Yine bu çerçevede çocuk yetiştirme hususunda ailede değerler ciddi değişmiştir, artık yardımlaşma, paylaşma gibi insanı değerlerin yerine günümüzde bireyselliğin de etkisi ile “başarı ve rekabet/yarış” odaklı bir durum söz konusudur. Bu süreç çocukların birbirini rakip olarak görmelerini ve insani özelliklerin geri plana itilmesini de berberinde getirmektedir. Her iklim kendi bitki örtüsünü yetiştirdiğine göre biz de çocuklarımıza kendi kültürümüzün değerlerini aktarmada ve yaşatmada daha hassas ve dikkatli olmamız gerekmektedir.
Bu bağlamda sevgi, paylaşma, yardımlaşma, mücadele etme, hoşgörü gibi aile değerlerin çocuklara verilmesi çok önemlidir. Tabi bunu sadece sözle değil ailelerinde rol model olmaları hayati öneme sahiptir. Aynı zamanda ebeveynlerin her birinin farklı söylem ve uygulamalarda da bulunmaması gerekmektedir.
Diğer taraftan ülkemizde mesleki eğitimin yeterince gerek veliler gerekse eğitim camiası tarafından önemsenmemesi evliliğin daha geç yapılmasını ve ya bu dönemin kaçırılmasını da beraberinde getirmektedir. 28 Şubat sürecinde cezalandırılan ve olumsuz bir algı oluşturulan meslek liseleri eğitim kurumlarımız içerisinde maalesef istenilen yere ulaşamamış ve mesleki eğitim yerine öğrencilerin çoğu hala akademik eğitime yönlendirilmektedir.

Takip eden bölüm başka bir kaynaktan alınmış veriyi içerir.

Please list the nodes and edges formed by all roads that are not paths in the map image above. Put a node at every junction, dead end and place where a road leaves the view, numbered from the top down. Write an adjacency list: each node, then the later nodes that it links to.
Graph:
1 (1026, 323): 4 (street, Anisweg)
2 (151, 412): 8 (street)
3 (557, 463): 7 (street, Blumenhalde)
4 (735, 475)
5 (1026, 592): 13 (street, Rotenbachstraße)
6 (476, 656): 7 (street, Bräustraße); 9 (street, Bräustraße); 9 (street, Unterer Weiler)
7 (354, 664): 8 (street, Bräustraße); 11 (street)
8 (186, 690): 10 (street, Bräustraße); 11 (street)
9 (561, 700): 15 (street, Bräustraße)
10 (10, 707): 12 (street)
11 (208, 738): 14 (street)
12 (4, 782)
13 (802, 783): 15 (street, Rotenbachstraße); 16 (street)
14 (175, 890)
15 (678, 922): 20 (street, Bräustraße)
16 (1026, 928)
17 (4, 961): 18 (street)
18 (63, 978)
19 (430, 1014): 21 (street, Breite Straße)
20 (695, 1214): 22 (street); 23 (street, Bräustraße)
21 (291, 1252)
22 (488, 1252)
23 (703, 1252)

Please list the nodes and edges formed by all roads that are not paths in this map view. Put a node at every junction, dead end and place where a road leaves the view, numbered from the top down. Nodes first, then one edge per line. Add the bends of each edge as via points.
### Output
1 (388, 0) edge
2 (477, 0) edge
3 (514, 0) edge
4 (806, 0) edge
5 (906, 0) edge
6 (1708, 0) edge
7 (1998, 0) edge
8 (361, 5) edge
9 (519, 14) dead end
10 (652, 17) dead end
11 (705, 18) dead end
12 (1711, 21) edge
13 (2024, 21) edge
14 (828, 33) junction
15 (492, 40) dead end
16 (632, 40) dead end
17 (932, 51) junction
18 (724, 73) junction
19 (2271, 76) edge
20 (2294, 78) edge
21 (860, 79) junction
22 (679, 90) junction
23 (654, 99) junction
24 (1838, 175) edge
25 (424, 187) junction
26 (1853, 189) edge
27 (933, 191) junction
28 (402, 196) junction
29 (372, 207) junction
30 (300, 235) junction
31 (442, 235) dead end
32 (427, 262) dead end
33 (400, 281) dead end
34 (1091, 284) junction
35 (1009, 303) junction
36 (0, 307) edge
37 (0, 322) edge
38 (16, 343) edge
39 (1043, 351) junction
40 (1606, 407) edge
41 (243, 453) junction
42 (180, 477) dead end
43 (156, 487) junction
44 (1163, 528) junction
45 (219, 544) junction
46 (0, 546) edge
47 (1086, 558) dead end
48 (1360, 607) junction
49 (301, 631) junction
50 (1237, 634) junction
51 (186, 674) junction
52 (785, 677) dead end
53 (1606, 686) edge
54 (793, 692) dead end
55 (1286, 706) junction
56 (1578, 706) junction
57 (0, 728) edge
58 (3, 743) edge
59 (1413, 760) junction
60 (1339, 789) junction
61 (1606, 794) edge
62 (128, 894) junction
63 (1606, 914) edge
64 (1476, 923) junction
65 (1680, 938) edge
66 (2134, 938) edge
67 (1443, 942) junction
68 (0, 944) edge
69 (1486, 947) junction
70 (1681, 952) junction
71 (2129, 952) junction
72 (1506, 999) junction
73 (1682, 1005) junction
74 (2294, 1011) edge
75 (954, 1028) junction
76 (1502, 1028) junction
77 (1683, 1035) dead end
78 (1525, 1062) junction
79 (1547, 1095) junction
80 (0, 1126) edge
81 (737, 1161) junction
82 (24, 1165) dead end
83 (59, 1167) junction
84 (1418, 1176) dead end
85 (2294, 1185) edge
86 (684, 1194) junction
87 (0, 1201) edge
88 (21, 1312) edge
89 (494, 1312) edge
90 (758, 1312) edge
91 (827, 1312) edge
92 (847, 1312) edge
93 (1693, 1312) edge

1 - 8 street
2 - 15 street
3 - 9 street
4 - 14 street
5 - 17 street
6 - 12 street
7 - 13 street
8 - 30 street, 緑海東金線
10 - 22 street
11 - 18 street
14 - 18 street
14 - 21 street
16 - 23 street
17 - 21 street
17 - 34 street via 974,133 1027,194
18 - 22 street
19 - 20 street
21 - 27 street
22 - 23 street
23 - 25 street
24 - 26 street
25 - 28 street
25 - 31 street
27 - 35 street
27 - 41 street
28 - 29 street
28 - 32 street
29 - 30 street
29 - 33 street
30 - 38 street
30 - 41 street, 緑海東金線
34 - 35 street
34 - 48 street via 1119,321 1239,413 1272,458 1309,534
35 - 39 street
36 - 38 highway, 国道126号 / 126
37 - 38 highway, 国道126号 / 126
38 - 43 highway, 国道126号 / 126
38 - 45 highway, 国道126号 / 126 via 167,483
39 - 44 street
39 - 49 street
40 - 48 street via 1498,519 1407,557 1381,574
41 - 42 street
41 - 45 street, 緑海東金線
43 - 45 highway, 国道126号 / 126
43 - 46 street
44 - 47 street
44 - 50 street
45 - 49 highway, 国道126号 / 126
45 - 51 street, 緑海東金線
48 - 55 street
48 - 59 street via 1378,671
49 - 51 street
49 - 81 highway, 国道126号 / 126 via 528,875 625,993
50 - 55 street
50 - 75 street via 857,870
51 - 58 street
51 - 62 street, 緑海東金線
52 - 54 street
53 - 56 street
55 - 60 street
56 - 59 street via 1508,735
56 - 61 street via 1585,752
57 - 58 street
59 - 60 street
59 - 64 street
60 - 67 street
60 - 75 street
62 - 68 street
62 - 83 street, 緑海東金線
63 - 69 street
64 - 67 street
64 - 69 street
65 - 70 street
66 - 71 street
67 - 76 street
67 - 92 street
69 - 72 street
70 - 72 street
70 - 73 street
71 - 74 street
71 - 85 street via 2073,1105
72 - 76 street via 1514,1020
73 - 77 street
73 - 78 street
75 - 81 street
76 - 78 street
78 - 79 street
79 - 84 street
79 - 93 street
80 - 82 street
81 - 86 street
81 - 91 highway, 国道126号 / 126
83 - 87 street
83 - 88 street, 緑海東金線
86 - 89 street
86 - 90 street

Üniversite mezunlarının büyük bir çoğunluğu ya devletten iş bekleme eğiliminde olmakta ya da eğitim seviyelerine uygun görmedikleri işleri reddetmektedirler. Bu durum, gençlerin evlilik planlarını ötelemelerine neden olmaktadır. Çekirdek aile yapısına geçişle birlikte, gençler haklı olarak ekonomik bağımsızlıklarını kazanmadan evlilik kurumuna adım atmak istememektedirler. Bu sorunun çözümü için, mevcut 11 yıllık zorunlu eğitim sisteminin yeniden değerlendirilmesi gerekmektedir. Öğrencilerin tamamını akademik eğitime yönlendirmek yerine, önemli bir kısmının erken yaşlarda mesleki eğitime kazandırılması daha doğru bir yaklaşım olacaktır. Bu sayede gençler, hem ülke ekonomisine daha erken katkı sağlayabilecek hem meslek sahibi olabilecek hem de yuva kurma süreçlerini geciktirmek zorunda kalmayacaklardır. Bu yaklaşımın, aile kurumunun güçlendirilmesine ve toplumsal yapının sağlamlaştırılmasına önemli katkılar sunacağı kanaatindeyim.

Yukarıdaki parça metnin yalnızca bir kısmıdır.